You rang???? I can't imagine trying to cover a canoe with regular Dacron sailcloth. It has totally different properties from the ceconite-style Dacron used for heat-shrunk aircraft applications or the old Featherweight canoes. To start with, it's already been heat-shrunk about as far as it's going to go. Then it's been fixed with resin (melamine or epoxy). Nearly everything that's done to process raw Dacron into sailcloth is done to keep it from stretching and/or changing shape. It's made flat to stay flat and will likely self-destruct long before you ever get it even close to being canoe-shaped.
Especially in light weights like 4-6 oz. or less it's also important to understand Dacron's tear strength. The Dacron fibers (or any polyester fiber for that matter - Dacron is simply Dupont's trade name for their polyester) are quite strong and resist stretch better than most other synthetics. They're also decently abrasion and U.V. resistant, but they tend to take tearing or ripping force one yarn at a time in woven applications. Where the woven yarns in a hunk of nylon will tend to stretch as a localized group when tearing force is applied, spreading the strain over a lot of yarns, Dacron yarns tend to try to take that force one yarn at a time. This is because they don't stretch enough to help each other out. The first yarn stresses until it breaks, then the second, the third and so on. It happens so fast that it's called "explosive tearing". You can take a piece of very heavy Dacron sailcloth (10-12 oz.) cut a small slit in one edge, grab either side, pull hard and it will split wide open. The same is not usually true of nylon, acrylic, cotton canvas, and most other synthetics, which will at least put up a fight as stressed yarns are helped by their neighbors. If you can pull hard enough to pop the first yarn on Dacron, you can easily tear the piece in half, so a fairly minor tear could end up 15' long if the force isn't removed. Sailcloth is also frequently treated with stuff like silicone, so finding filler materials which will stick well to it may be a problem.
The heat shrink-types of Dacron have these same tearing properties and should be used with care if the canoe is going to come in contact with rocks. The fact that the fabric is shrunken into canoe shape as part of the covering process may build in a little more stretchability than sailcloth has, but it's still very light and they're still Dacron fibers and limited in durability and elasticity.
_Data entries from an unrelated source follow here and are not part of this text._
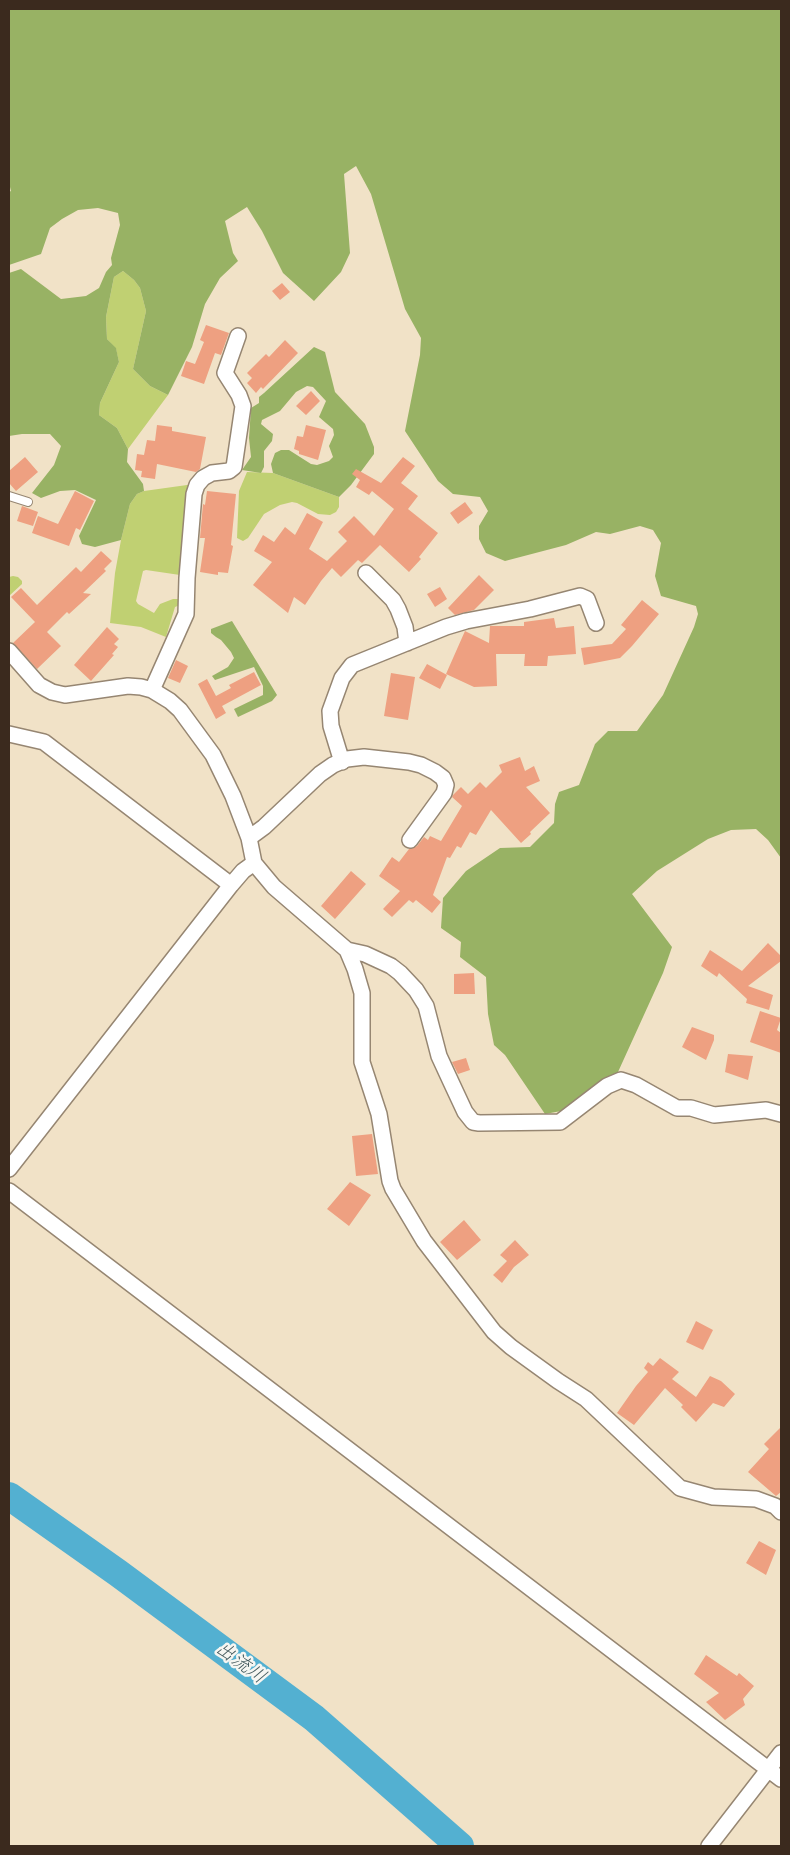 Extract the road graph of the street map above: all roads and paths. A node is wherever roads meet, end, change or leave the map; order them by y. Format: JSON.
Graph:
{"nodes":[{"id":1,"x":238,"y":336,"type":"dead end"},
{"id":2,"x":9,"y":496,"type":"edge"},
{"id":3,"x":28,"y":502,"type":"dead end"},
{"id":4,"x":366,"y":573,"type":"dead end"},
{"id":5,"x":596,"y":624,"type":"dead end"},
{"id":6,"x":407,"y":643,"type":"junction"},
{"id":7,"x":9,"y":651,"type":"edge"},
{"id":8,"x":152,"y":690,"type":"junction"},
{"id":9,"x":9,"y":734,"type":"edge"},
{"id":10,"x":342,"y":762,"type":"junction"},
{"id":11,"x":249,"y":838,"type":"junction"},
{"id":12,"x":410,"y":840,"type":"dead end"},
{"id":13,"x":254,"y":863,"type":"junction"},
{"id":14,"x":231,"y":885,"type":"junction"},
{"id":15,"x":347,"y":950,"type":"junction"},
{"id":16,"x":781,"y":1114,"type":"edge"},
{"id":17,"x":9,"y":1169,"type":"edge"},
{"id":18,"x":9,"y":1190,"type":"edge"},
{"id":19,"x":781,"y":1512,"type":"edge"},
{"id":20,"x":781,"y":1752,"type":"edge"},
{"id":21,"x":768,"y":1769,"type":"junction"},
{"id":22,"x":781,"y":1779,"type":"edge"},
{"id":23,"x":709,"y":1846,"type":"edge"}],
"edges":[{"from":1,"to":8,"type":"street"},
{"from":2,"to":3,"type":"lane"},
{"from":4,"to":6,"type":"street"},
{"from":5,"to":6,"type":"street"},
{"from":6,"to":10,"type":"street"},
{"from":7,"to":8,"type":"street"},
{"from":8,"to":11,"type":"street"},
{"from":9,"to":14,"type":"street"},
{"from":10,"to":11,"type":"street"},
{"from":10,"to":12,"type":"street"},
{"from":11,"to":13,"type":"street"},
{"from":13,"to":14,"type":"street"},
{"from":13,"to":15,"type":"street"},
{"from":14,"to":17,"type":"street"},
{"from":15,"to":16,"type":"street"},
{"from":15,"to":19,"type":"street"},
{"from":18,"to":21,"type":"street"},
{"from":20,"to":21,"type":"street"},
{"from":21,"to":22,"type":"street"},
{"from":21,"to":23,"type":"street"}]} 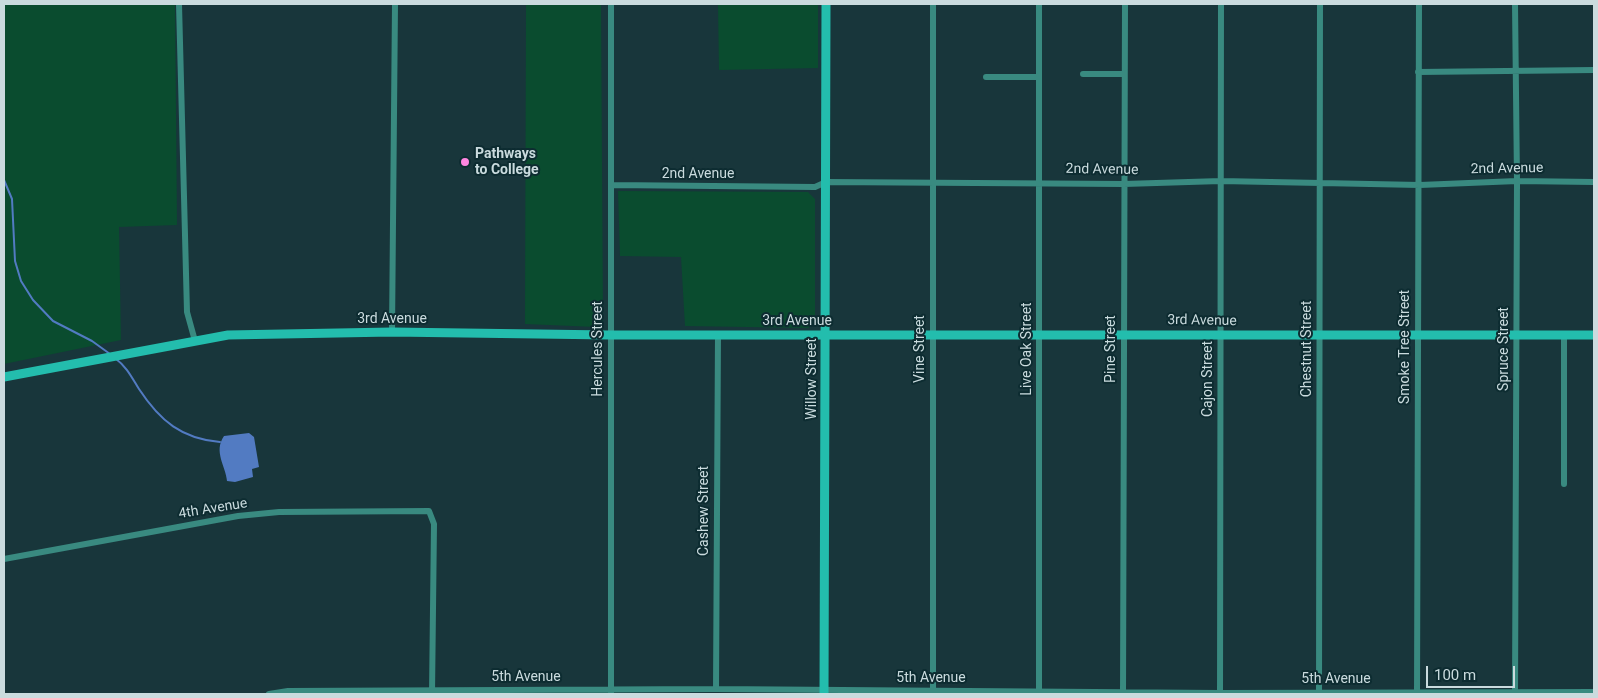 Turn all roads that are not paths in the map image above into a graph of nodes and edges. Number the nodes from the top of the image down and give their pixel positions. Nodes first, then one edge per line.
1 (179, 4) edge
2 (395, 4) edge
3 (611, 4) edge
4 (826, 4) edge
5 (933, 4) edge
6 (1039, 4) edge
7 (1125, 4) edge
8 (1222, 4) edge
9 (1320, 4) edge
10 (1419, 4) edge
11 (1515, 4) edge
12 (1594, 70) edge
13 (1418, 72) junction
14 (1516, 72) junction
15 (1083, 74) dead end
16 (1124, 74) junction
17 (986, 77) dead end
18 (1038, 77) junction
19 (1517, 181) junction
20 (826, 182) junction
21 (933, 182) junction
22 (1039, 182) junction
23 (1221, 182) junction
24 (1594, 182) edge
25 (1320, 183) junction
26 (1124, 184) junction
27 (1420, 185) junction
28 (611, 186) junction
29 (392, 332) junction
30 (718, 334) junction
31 (1123, 334) junction
32 (1418, 334) junction
33 (1516, 334) junction
34 (1564, 334) junction
35 (610, 335) junction
36 (826, 335) junction
37 (933, 335) junction
38 (1039, 335) junction
39 (1320, 335) junction
40 (1594, 335) edge
41 (1221, 336) junction
42 (195, 341) junction
43 (4, 377) edge
44 (1564, 484) dead end
45 (4, 559) edge
46 (716, 689) junction
47 (432, 692) edge
48 (519, 692) edge
49 (611, 692) edge
50 (824, 692) edge
51 (932, 692) edge
52 (1039, 692) edge
53 (1594, 692) edge
54 (1123, 693) edge
55 (1319, 693) edge
56 (1417, 693) edge
57 (1515, 693) edge
58 (268, 694) edge
59 (1220, 694) edge

1 - 42 street
2 - 29 street
3 - 28 street, Hercules Street
4 - 20 street, Willow Street
5 - 21 street, Vine Street
6 - 18 street, Live Oak Street
7 - 16 street, Pine Street
8 - 23 street, Cajon Street
9 - 25 street, Chestnut Street
10 - 13 street, Smoke Tree Street
11 - 14 street, Spruce Street
12 - 14 street
13 - 14 street
13 - 27 street, Smoke Tree Street
14 - 19 street, Spruce Street
15 - 16 street
16 - 26 street, Pine Street
17 - 18 street
18 - 22 street, Live Oak Street
19 - 24 street, 2nd Avenue
19 - 27 street, 2nd Avenue
19 - 33 street, Spruce Street
20 - 21 street, 2nd Avenue
20 - 28 street, 2nd Avenue
20 - 36 street, Willow Street
21 - 22 street, 2nd Avenue
21 - 37 street, Vine Street
22 - 26 street, 2nd Avenue
22 - 38 street, Live Oak Street
23 - 25 street, 2nd Avenue
23 - 26 street, 2nd Avenue
23 - 41 street, Cajon Street
25 - 27 street, 2nd Avenue
25 - 39 street, Chestnut Street
26 - 31 street, Pine Street
27 - 32 street, Smoke Tree Street
28 - 35 street, Hercules Street
29 - 35 street, 3rd Avenue
29 - 42 street, 3rd Avenue
30 - 35 street, 3rd Avenue
30 - 36 street, 3rd Avenue
30 - 46 street, Cashew Street
31 - 38 street, 3rd Avenue
31 - 41 street, 3rd Avenue
31 - 54 street, Pine Street
32 - 33 street, 3rd Avenue
32 - 39 street, 3rd Avenue
32 - 56 street, Smoke Tree Street
33 - 34 street, 3rd Avenue
33 - 57 street, Spruce Street
34 - 40 street, 3rd Avenue
34 - 44 street
35 - 49 street, Hercules Street
36 - 37 street, 3rd Avenue
36 - 50 street, Willow Street
37 - 38 street, 3rd Avenue
37 - 51 street, Vine Street
38 - 52 street, Live Oak Street
39 - 41 street, 3rd Avenue
39 - 55 street, Chestnut Street
41 - 59 street, Cajon Street
42 - 43 street, 3rd Avenue
45 - 47 street, 4th Avenue
46 - 49 street, 5th Avenue
46 - 50 street, 5th Avenue
47 - 48 street, 5th Avenue
47 - 58 street, 5th Avenue
48 - 49 street, 5th Avenue
50 - 51 street, 5th Avenue
51 - 52 street, 5th Avenue
52 - 54 street, 5th Avenue
53 - 57 street, 5th Avenue
54 - 59 street, 5th Avenue
55 - 56 street, 5th Avenue
55 - 59 street, 5th Avenue
56 - 57 street, 5th Avenue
I believe that the sailcloth which was tried out for canoe covering was North's "Oceanus", which is a heavy canvas-like fabric developed for square-rigger sails. It might work and at least can be stretched (or at least distorted from a flat state) to some extent, mostly because it has far less stabilizing stuff on it. The lightest weight is 7 oz. (measured in sailmaker's yards which are 36"x30" and once processed sail fabric is often as much as 25% or so heavier than the quoted weight). A very similar fabric is Richard Hayward "Clipper Light" canvas, made in England. I haven't used much of it because these fabrics are too heavy for the small sails that I build (makes a hell of a dog bed though) and could possibly be a good non-rotting substitute for cotton canvas on canoes, saving a certain amount of weight. I would imagine that durability-wise the Oceanus and Clipper 7-8 oz. fabrics would be similar to the light-to-medium weights of cotton canvas. They're fairly smooth though and absorb less liquid, so you might save more weight by needing less filler. Cost-wise, expect to pay $20-$25 per yard, 54" wide, so they aren't going to be cheap.